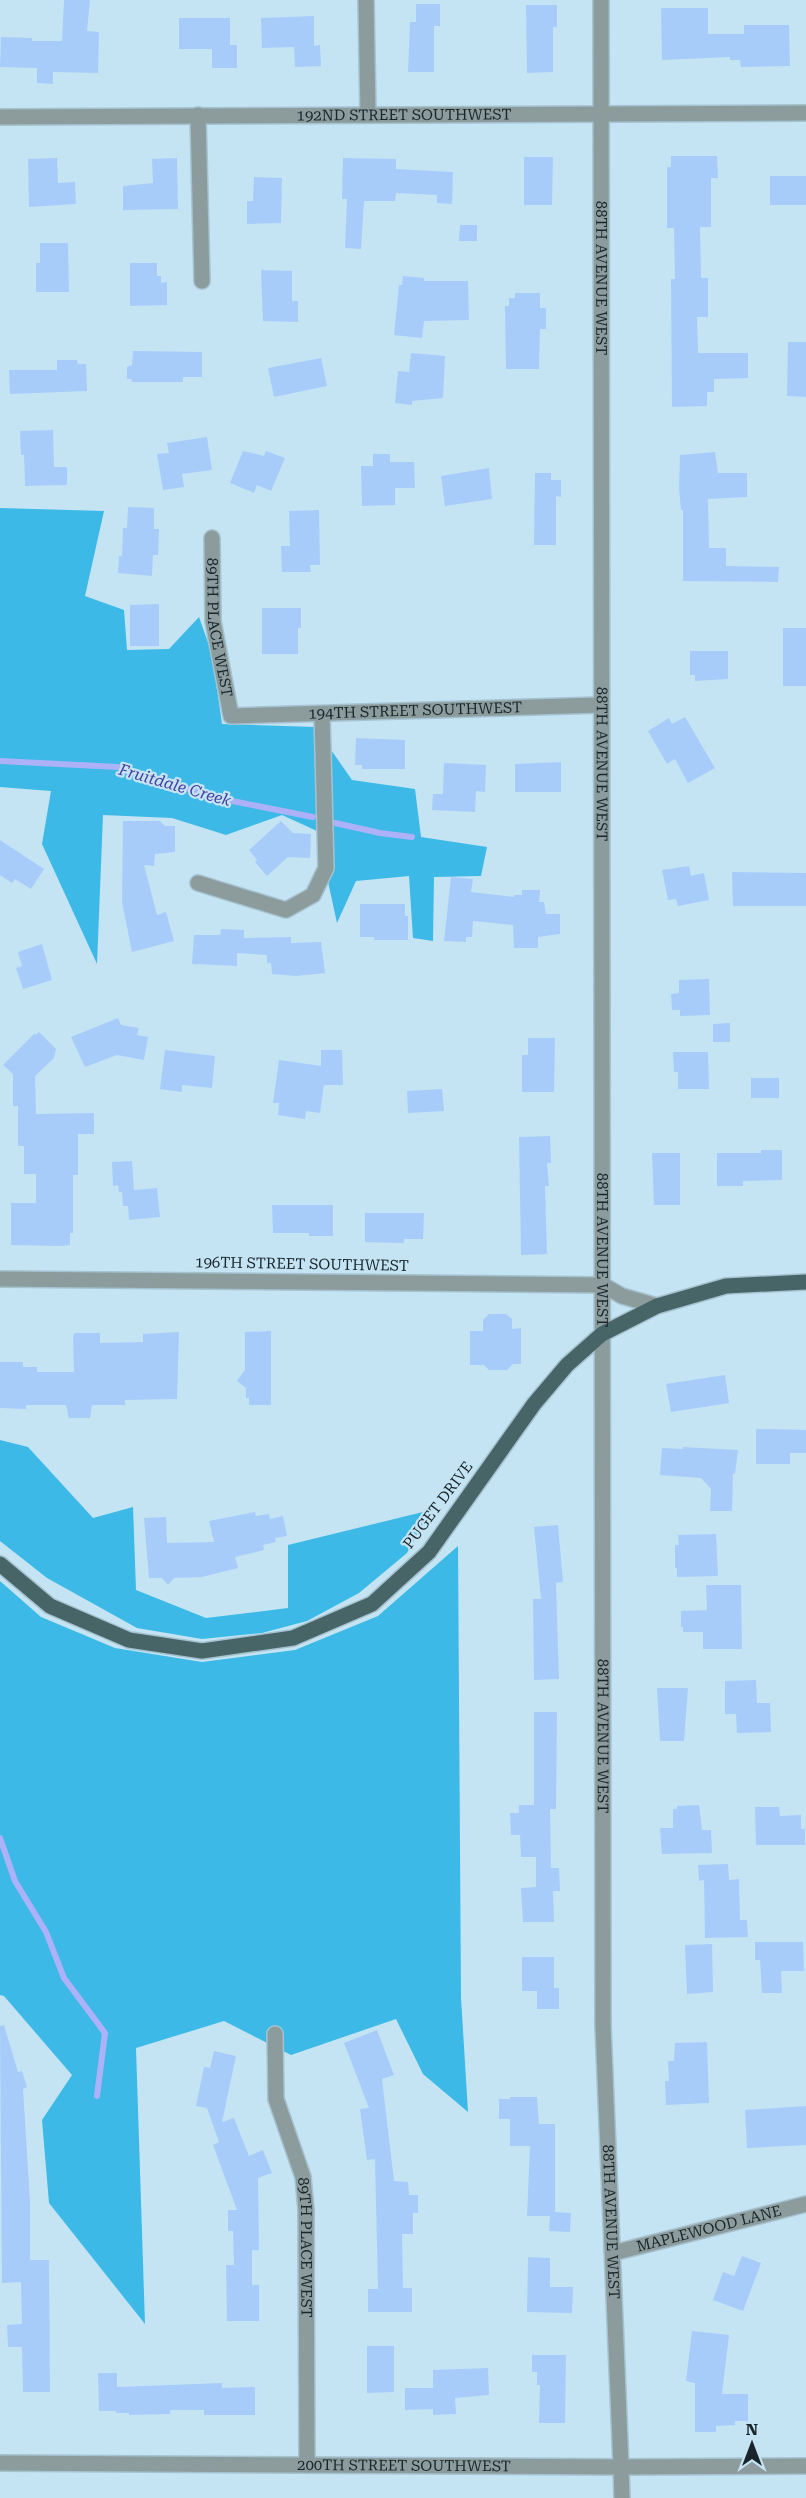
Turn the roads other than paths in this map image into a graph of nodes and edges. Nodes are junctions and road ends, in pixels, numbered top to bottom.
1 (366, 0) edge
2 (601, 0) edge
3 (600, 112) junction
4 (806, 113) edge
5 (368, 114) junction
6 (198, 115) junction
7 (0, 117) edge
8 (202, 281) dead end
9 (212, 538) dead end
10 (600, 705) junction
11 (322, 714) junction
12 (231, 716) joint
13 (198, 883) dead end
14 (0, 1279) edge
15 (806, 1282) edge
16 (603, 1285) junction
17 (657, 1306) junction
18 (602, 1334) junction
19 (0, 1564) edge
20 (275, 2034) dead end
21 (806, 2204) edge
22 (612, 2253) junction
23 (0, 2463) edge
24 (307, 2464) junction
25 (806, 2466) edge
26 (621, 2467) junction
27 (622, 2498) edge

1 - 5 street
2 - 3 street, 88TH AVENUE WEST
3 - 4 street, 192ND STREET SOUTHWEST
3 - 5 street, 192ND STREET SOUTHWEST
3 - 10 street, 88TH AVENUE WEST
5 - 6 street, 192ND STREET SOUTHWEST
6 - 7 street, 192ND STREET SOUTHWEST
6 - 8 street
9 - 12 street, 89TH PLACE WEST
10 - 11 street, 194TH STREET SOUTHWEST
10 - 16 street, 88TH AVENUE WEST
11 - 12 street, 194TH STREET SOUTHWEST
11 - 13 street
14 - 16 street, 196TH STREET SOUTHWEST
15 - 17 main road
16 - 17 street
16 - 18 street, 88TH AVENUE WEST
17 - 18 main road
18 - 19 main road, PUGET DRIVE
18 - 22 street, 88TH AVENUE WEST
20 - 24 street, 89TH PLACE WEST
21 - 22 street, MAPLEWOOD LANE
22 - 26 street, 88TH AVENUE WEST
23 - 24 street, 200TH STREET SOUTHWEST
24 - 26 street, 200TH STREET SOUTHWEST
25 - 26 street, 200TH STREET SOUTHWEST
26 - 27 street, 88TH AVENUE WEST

TASK OBJECTIVE
Leave the pictures out and restate the listing word for word.

TASK OUTPUT
Turn the roads other than paths in this map image into a graph of nodes and edges. Nodes are junctions and road ends, in pixels, numbered top to bottom.
1 (366, 0) edge
2 (601, 0) edge
3 (600, 112) junction
4 (806, 113) edge
5 (368, 114) junction
6 (198, 115) junction
7 (0, 117) edge
8 (202, 281) dead end
9 (212, 538) dead end
10 (600, 705) junction
11 (322, 714) junction
12 (231, 716) joint
13 (198, 883) dead end
14 (0, 1279) edge
15 (806, 1282) edge
16 (603, 1285) junction
17 (657, 1306) junction
18 (602, 1334) junction
19 (0, 1564) edge
20 (275, 2034) dead end
21 (806, 2204) edge
22 (612, 2253) junction
23 (0, 2463) edge
24 (307, 2464) junction
25 (806, 2466) edge
26 (621, 2467) junction
27 (622, 2498) edge

1 - 5 street
2 - 3 street, 88TH AVENUE WEST
3 - 4 street, 192ND STREET SOUTHWEST
3 - 5 street, 192ND STREET SOUTHWEST
3 - 10 street, 88TH AVENUE WEST
5 - 6 street, 192ND STREET SOUTHWEST
6 - 7 street, 192ND STREET SOUTHWEST
6 - 8 street
9 - 12 street, 89TH PLACE WEST
10 - 11 street, 194TH STREET SOUTHWEST
10 - 16 street, 88TH AVENUE WEST
11 - 12 street, 194TH STREET SOUTHWEST
11 - 13 street
14 - 16 street, 196TH STREET SOUTHWEST
15 - 17 main road
16 - 17 street
16 - 18 street, 88TH AVENUE WEST
17 - 18 main road
18 - 19 main road, PUGET DRIVE
18 - 22 street, 88TH AVENUE WEST
20 - 24 street, 89TH PLACE WEST
21 - 22 street, MAPLEWOOD LANE
22 - 26 street, 88TH AVENUE WEST
23 - 24 street, 200TH STREET SOUTHWEST
24 - 26 street, 200TH STREET SOUTHWEST
25 - 26 street, 200TH STREET SOUTHWEST
26 - 27 street, 88TH AVENUE WEST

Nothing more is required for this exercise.